Le Titan devra terminer le travail à Blainville-Boisbriand

On s’attendait à une crucifixion, vendredi soir, au Centre régional K.-C.-Irving de Bathurst. Les quelque 3524 spectateurs – une salle comble – ont plutôt assisté à la résurrection de l’Armada de Blainville-Boisbriand contre le Titan d’Acadie-Bathurst.

La troupe de l’entraîneur-chef Joel Bouchard a évité l’élimination dans une victoire bien méritée de 5 à 1, ce qui leur permet de respirer au moins jusqu’à lundi à domicile pour le sixième duel de cette série quarts de finale de la LHJMQ.

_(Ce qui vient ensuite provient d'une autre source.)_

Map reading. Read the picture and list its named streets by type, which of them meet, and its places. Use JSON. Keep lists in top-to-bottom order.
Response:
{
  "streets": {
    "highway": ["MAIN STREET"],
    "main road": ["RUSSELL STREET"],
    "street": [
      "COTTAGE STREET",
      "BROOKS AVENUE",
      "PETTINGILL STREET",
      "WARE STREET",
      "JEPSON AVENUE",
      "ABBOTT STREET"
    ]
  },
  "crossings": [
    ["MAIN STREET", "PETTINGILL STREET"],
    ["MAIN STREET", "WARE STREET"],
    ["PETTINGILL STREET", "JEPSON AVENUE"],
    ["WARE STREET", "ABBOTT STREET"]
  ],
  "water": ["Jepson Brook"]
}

Les visiteurs se sont montrés sous un bien meilleur jour alors qu’ils ont un pied dans le précipice après leur revers de mardi et de mercredi.

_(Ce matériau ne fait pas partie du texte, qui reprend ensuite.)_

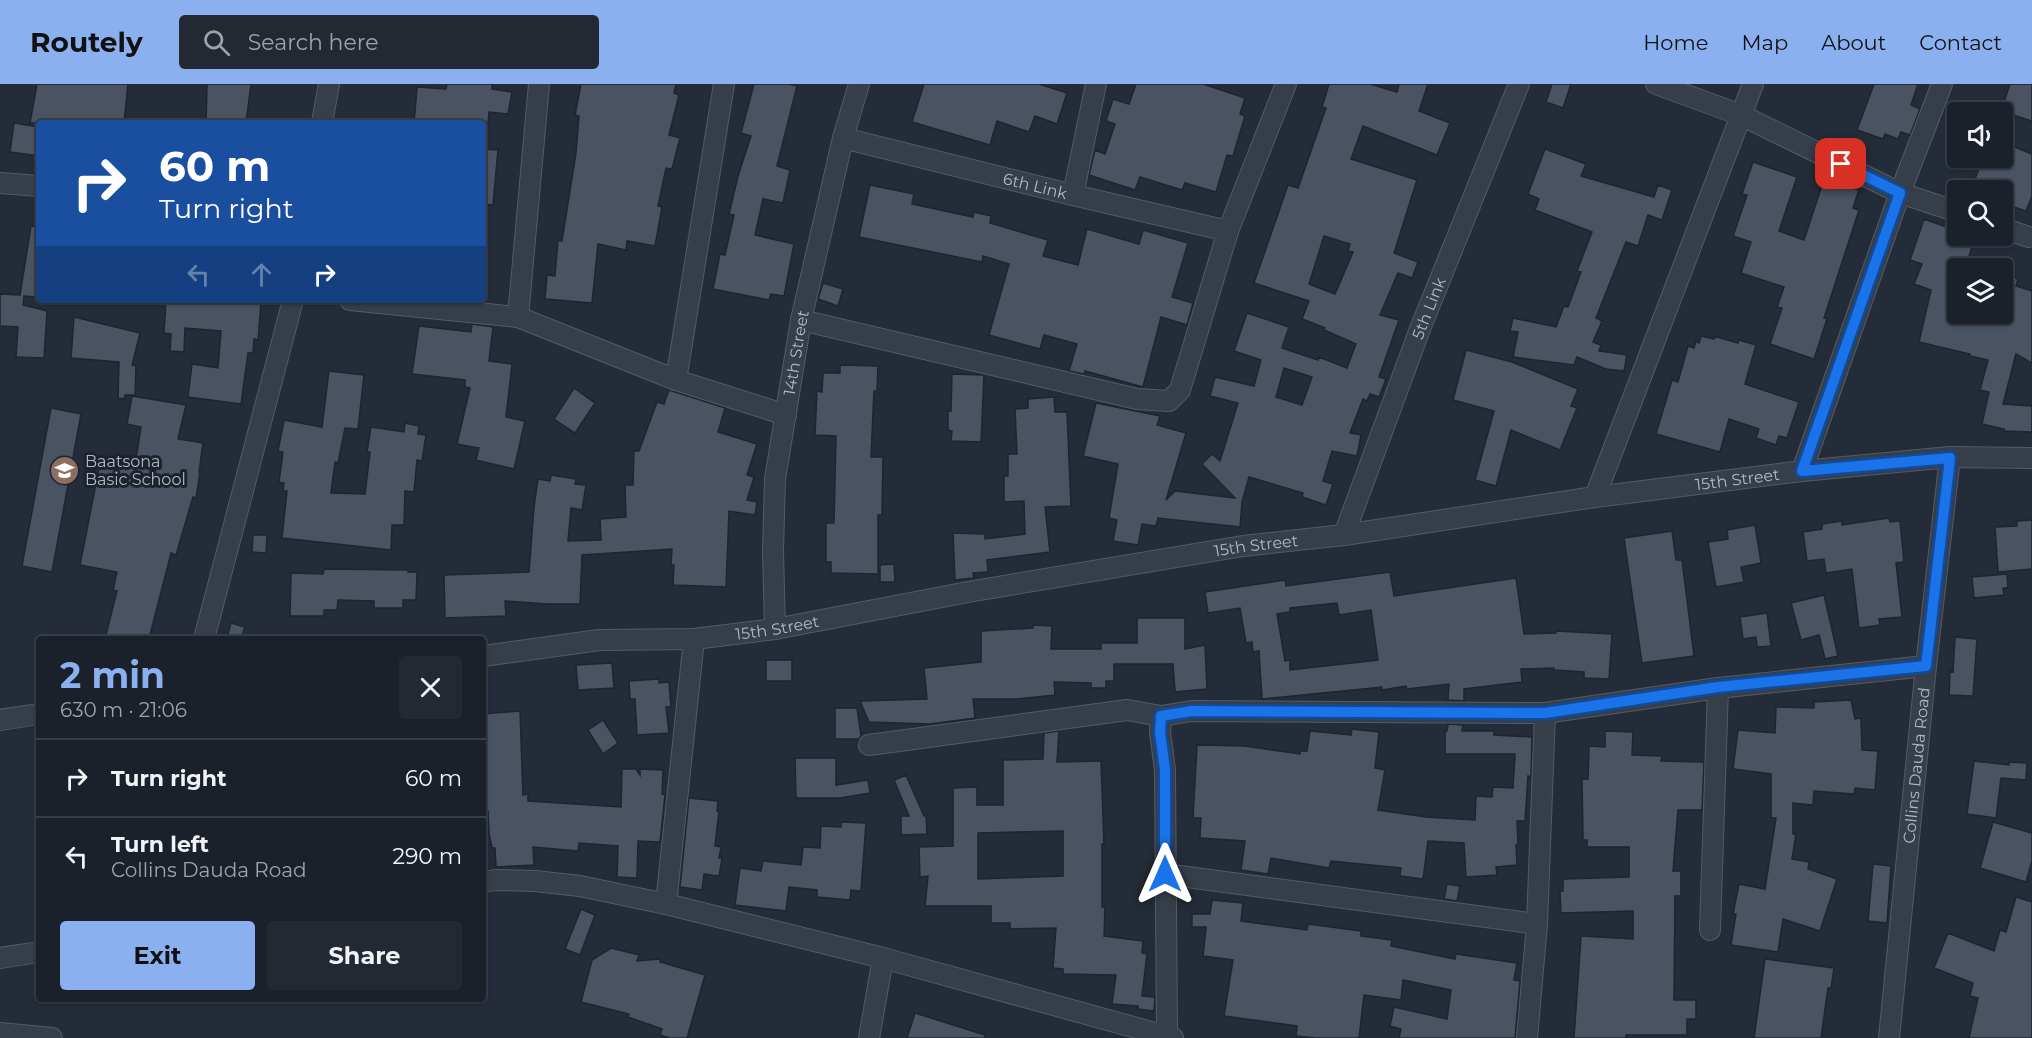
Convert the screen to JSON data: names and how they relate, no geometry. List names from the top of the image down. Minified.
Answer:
{"streets":{"street":["6th Link","5th Link","14th Street","15th Street","Collins Dauda Road"]},"crossings":[["6th Link","14th Street"],["5th Link","15th Street"],["14th Street","15th Street"],["15th Street","Collins Dauda Road"]],"places":{"school or university":["Baatsona Basic School"]},"page":{"header":"Routely","search":"Search here","nav":["Home","Map","About","Contact"],"turn":["60 m","Turn right"],"heading":["2 min","630 m · 21:06"],"list":[{"name":"Turn right","value":"60 m"},{"name":"Turn left","note":"Collins Dauda Road","value":"290 m"}],"buttons":["Exit","Share"]}}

Et on a également pu remarquer à quel point ce club joue différemment quand il détient l’avance. Une avance acquise de façon chanceuse, quand le rebond de la bande du tir de Connor Bramwell (5e) a frappé le dos du gardien Reilly Pickard avant de pénétrer dans le filet après seulement 81 secondes de jeu.

Cependant, le Titan a offert une première période et un match bien fade à ses partisans, en étant brouillon dans l’exécution et en optant pour de mauvaises décisions près du filet de Samuel Montembeault, de retour devant le filet après deux matchs sur le carreau en raison d’une blessure.

«On s’attendait à ce que l’Armada sorte avec l’énergie du désespoir, car c’était une question de vie ou de mort pour lui. Leurs joueurs ont constamment été les premiers sur la rondelle et ont gagné les batailles à un contre un toute la soirée», a noté Mario Pouliot à sa sortie du vestiaire très tranquille après la rencontre.

Dès le début, le pilote du Titan a senti que ses joueurs serraient un peu trop leurs bâtons.

«Il y avait un peu de nervosité. On s’est battu avec la rondelle. Ce n’est pas que nous n’avons pas travaillé, mais nous avons mal travaillé. En séries, il ne faut jamais aller trop haut, ni aller trop bas. On doit donner de bonnes présences et garder ça simple», a-t-il indiqué.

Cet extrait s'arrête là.